I don't agree with everything China does, but it is pretty frustrating to see non-Americans jump on the "Chyna overkaPacity!1!" bandwagon without first looking at the facts. If it's overcapacity when it comes to them, then what is it called when we also do it?
It's literally called free-trade, the thing that the West is supposedly the self-claimed champion of.
On an another note, it's also depressing and kinda ironic to see us become the next closed-economy camp (without the self-sufficiency, of course).
Globalisation hasn't failed, the West is just too darn blind and stubborn to adapt to changes.
There is no overcapacity, there is just
over-anxiety in the West as they are incapable of competing against China in results objectively. This official said it best:
The US and EU also have protectionism measures and subsidies it is just that they are so socio-politically, and economically terminally rotten and corrupt that no such policy produces tangible results for them, whereas Chinese initiatives all succeed regularly (5-year plans, without a miss).
Liberal democracy is chaotic and inefficient fairy tale bullshit system. Their citizens don't want to work in factories, nor can they build infrastructure like China, they don't study STEM, and they don't control their big capital, as China does, so then they complain and whine while losing in the real economy.
As their industrial policies are deemed to fail from the start, any tariffs on Chinese products they might put just mean higher inflation in the economy (no alternative replacements).

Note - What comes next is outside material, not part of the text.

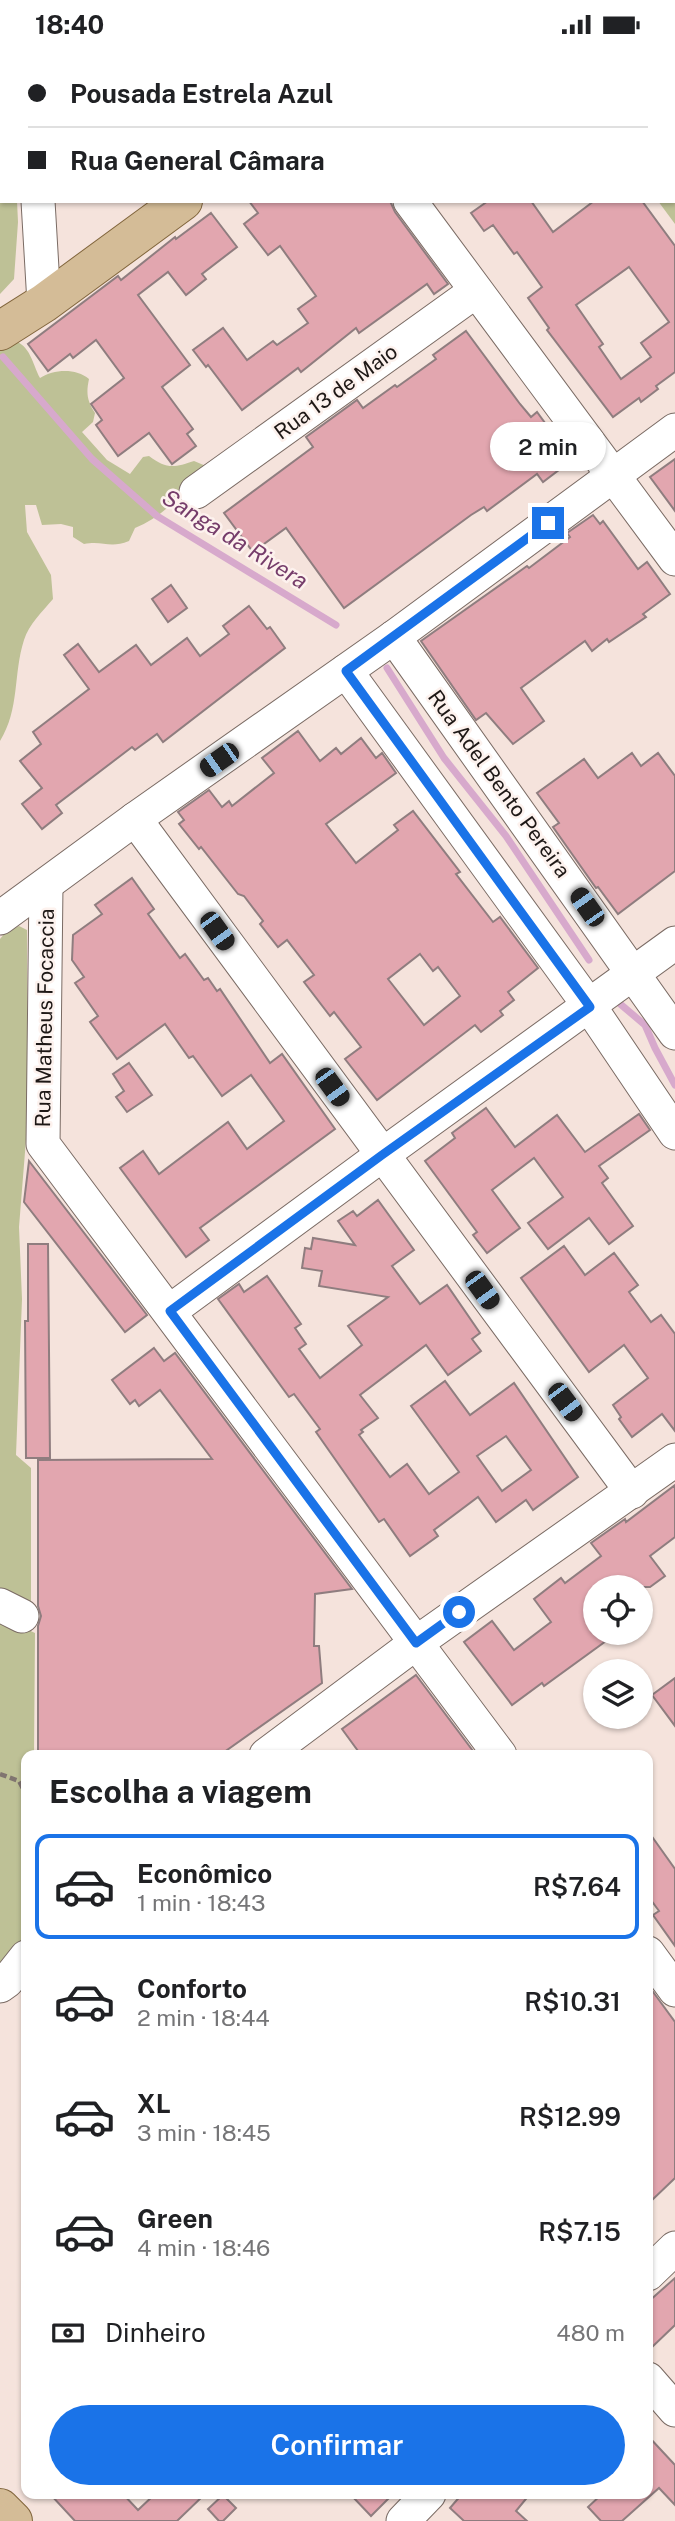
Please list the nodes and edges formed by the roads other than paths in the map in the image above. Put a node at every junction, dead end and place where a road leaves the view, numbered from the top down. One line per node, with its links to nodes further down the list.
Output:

On the other hand, you don't see this bullshit low IQ, envious and incompetent logic coming from the Global South, because the current account surplus that China gets from them, it returns in the form of more accessible BRI loans, infrastructure know-how and development, high-value manufacturing FDI, etc.
Whereas the US has a huge capital account surplus (meaning that they take capital from the RoW), China has the opposite basically.
Also, China doesn't just export end consumer goods, but also intermediate goods, and capital goods, which those countries could use for their own manufacturing and boost GDP and economic activity (through both new exports for themselves or the inner economy).
But, even in consumer goods, let's say China, using its automation and economies of scale, produces and exports them 5-10 times less expensive cars, home appliances, consumer electronics, etc, than they bought from the Western overpriced manufacturers before.
That means that those consumers from the Global South, now have all that free money to spend on something else, boost the local economy, and enjoy a higher standard of living. Not to mention, that some people could also afford those types of products for the first time now maybe. Truly a win-win cooperation.